Cristo quando este agonizava na Cruz,

foi um acto de amor. E foi mesmo, a

minha avó dava-me nos largos verões

do Alentejo refresco de vinagre para

me mitigar a sede. O soldado apiedou-

-se dele, e não o torturou como dizem

as Escrituras, apenas o tentou ajudar,

tal como a sua última chaga, a do peito,

foi um gesto de amor que colocou

um final na agonia.

Este livro fez-me entender com menos

de quarenta anos, que tudo podia ser

posto em causa. Mesmo a religião.

Escrevi nessa altura um livro, “Três

Contos Trípteros”, onde inventei um

filho de Pedro, chamado Alfeu, que

quando o filho de Deus lhe levou o pai,

ficou órfão, a ter que cuidar da mãe e

dos irmãos. Um Deus não diz:

- Larga tudo e segue-me!

Esse tudo são gentes, pessoas que

dependiam de um modo de vida, de

uma família.
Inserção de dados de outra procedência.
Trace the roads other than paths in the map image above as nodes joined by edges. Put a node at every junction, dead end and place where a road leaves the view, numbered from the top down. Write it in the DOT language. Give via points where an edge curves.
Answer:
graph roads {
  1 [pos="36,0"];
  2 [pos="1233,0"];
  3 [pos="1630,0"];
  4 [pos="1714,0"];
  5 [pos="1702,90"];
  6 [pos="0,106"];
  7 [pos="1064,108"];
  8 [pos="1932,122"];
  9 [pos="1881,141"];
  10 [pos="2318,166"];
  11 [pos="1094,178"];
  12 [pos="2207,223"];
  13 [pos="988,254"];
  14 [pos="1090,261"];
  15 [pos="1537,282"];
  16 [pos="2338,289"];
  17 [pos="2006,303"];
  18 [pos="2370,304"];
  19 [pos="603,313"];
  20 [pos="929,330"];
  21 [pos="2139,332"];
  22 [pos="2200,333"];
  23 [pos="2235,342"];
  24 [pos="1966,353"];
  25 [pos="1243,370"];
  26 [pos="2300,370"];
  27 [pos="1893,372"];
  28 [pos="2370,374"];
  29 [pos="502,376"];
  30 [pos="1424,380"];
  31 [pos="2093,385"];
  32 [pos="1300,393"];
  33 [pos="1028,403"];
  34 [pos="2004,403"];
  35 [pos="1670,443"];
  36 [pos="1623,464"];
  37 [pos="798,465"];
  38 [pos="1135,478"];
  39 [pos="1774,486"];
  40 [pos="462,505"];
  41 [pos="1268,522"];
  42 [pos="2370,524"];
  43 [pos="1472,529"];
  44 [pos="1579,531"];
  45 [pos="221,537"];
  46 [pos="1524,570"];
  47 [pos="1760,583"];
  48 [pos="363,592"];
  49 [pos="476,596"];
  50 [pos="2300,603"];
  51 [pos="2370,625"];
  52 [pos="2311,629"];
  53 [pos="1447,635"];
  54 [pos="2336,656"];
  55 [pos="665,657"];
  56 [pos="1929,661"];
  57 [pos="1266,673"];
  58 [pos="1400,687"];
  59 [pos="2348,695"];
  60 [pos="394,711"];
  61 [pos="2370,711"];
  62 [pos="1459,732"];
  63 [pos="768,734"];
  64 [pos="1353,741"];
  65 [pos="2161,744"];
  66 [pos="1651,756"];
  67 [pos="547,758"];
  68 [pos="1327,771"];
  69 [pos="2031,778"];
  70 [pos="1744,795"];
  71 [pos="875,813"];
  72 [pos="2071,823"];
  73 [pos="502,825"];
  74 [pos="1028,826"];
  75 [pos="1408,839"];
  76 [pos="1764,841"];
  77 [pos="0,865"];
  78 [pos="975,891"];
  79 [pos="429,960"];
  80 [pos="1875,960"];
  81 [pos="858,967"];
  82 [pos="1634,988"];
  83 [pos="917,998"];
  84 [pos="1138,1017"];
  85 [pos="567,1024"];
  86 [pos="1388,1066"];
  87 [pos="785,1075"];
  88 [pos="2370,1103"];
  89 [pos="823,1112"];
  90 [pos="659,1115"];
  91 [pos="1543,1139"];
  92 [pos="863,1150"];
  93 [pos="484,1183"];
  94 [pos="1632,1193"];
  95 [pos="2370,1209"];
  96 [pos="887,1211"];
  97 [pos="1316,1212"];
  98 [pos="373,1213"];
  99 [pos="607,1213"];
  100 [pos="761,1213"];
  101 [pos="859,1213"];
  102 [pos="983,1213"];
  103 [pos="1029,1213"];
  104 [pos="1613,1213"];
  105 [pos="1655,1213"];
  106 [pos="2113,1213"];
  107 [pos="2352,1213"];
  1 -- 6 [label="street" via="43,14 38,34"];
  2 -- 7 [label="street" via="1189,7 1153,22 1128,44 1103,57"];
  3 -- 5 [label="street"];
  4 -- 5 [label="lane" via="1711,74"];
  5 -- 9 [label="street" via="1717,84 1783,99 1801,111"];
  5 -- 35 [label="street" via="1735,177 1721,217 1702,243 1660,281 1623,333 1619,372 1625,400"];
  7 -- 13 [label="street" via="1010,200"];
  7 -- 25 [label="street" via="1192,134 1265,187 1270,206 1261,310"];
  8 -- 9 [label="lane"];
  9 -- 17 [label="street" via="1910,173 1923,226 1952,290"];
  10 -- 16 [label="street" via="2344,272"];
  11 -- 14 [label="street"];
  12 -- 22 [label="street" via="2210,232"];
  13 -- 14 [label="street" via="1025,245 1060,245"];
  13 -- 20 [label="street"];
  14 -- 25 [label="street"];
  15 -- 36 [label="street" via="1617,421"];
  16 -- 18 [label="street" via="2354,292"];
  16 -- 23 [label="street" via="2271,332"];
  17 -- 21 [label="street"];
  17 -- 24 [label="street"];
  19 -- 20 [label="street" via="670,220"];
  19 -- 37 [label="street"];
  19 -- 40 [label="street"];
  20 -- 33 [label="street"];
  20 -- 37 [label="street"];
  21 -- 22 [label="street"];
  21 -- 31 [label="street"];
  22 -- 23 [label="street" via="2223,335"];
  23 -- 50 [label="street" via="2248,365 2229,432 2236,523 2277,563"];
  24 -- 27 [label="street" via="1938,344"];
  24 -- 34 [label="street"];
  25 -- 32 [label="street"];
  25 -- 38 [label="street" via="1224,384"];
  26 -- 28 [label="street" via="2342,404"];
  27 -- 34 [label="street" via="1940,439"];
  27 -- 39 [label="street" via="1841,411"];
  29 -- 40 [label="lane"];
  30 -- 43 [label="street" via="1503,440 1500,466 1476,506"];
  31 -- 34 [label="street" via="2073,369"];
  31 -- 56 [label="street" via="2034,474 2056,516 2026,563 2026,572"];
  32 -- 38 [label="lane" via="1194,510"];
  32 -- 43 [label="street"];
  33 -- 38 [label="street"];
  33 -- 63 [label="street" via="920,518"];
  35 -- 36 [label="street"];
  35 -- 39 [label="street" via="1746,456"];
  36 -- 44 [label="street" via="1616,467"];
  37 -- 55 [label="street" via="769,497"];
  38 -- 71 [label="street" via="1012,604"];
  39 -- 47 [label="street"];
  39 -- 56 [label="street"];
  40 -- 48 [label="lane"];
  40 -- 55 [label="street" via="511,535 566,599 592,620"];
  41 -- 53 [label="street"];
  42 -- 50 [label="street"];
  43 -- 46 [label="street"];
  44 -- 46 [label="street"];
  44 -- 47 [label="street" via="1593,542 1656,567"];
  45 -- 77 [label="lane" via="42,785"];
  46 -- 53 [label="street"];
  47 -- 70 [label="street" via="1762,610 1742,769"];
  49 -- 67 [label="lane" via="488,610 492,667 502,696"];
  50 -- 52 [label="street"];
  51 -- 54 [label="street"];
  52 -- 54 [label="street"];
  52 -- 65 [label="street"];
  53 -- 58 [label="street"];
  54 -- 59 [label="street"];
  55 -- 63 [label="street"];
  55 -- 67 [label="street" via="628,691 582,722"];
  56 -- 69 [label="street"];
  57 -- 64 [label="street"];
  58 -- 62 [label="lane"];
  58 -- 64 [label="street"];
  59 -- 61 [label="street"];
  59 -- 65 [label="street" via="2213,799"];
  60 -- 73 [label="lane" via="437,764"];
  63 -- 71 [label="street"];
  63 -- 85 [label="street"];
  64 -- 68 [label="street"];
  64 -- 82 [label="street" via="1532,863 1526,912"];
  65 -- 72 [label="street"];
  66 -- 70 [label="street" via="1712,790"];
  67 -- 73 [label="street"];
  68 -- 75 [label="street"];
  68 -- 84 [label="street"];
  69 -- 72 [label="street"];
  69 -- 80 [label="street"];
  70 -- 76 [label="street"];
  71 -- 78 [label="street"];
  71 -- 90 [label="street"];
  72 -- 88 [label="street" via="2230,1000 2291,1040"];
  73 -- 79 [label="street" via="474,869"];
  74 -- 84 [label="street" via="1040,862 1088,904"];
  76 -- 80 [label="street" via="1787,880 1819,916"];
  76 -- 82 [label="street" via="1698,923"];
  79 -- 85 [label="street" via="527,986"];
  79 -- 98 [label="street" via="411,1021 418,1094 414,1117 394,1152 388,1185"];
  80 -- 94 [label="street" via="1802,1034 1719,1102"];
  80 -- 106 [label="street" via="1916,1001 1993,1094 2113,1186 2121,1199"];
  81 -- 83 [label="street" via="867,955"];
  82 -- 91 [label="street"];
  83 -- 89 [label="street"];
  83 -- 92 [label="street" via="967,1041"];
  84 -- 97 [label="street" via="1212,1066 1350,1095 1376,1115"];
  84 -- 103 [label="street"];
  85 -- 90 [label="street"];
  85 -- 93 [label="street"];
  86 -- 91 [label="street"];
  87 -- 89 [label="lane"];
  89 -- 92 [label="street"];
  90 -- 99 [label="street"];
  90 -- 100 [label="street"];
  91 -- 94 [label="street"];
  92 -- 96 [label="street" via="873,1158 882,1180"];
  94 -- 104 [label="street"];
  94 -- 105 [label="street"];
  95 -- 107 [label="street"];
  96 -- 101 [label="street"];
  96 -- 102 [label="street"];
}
Pela primeira vez, graças

a Saramago, entendi que tudo era

questionável e a vida não é a preto e

branco, tem cores e nós podemos ser

os pintores.

Decidi reeditar esse livro no seu centenário.

“Memorial do Convento” é um poema

e a voz de Blimunda, a Passarola, o

Maneta, os frades que ouviam a Rainha

em confissão e a aproveitavam

para o seu benefício, uma coragem

sem fim para questionar tudo e todos,

a própria História.

Devo a Saramago um obrigado.

Nunca o conseguirei, quando tenho a

escola que me obriga a optar entre as

Letras e a sobrevivência da família.

Aguardarei, pois não perdi ainda a esperança

de ver Lobo Antunes como

segundo Prémio Nobel português.

Será difícil, o país, este nosso cantinho,

continua sem causas maiores e

em vez de Timor-Leste, temos o tráfico

de ouro e diamantes com a República

Centro Africana.

Tinha tantas coisas para vos contar

mais nesta crónica, os serões de Lanzarote,

onde amigos meus estiveram,

batendo à porta. Luis Pastor, cantor

extremenho, foi para lhe mostrar um

CD que fez sem autorização e foi pedi-la.

Esteve acolhido três semanas e

cada noite era uma tertúlia com gentes

que entravam e saíam.

Cultura ao vivo.

Vivida.

Amanhã, tenho que me levantar às

seis e trinta, tenho escola.

Recordo Carlos Garcia de Castro, um

grande poeta de Portalegre e meu

mentor e amigo, que me dizia:

- Houve um tempo em que tive que

optar entre a literatura e a família. Escolhi

a família.

Eu, humildemente, descobri que também.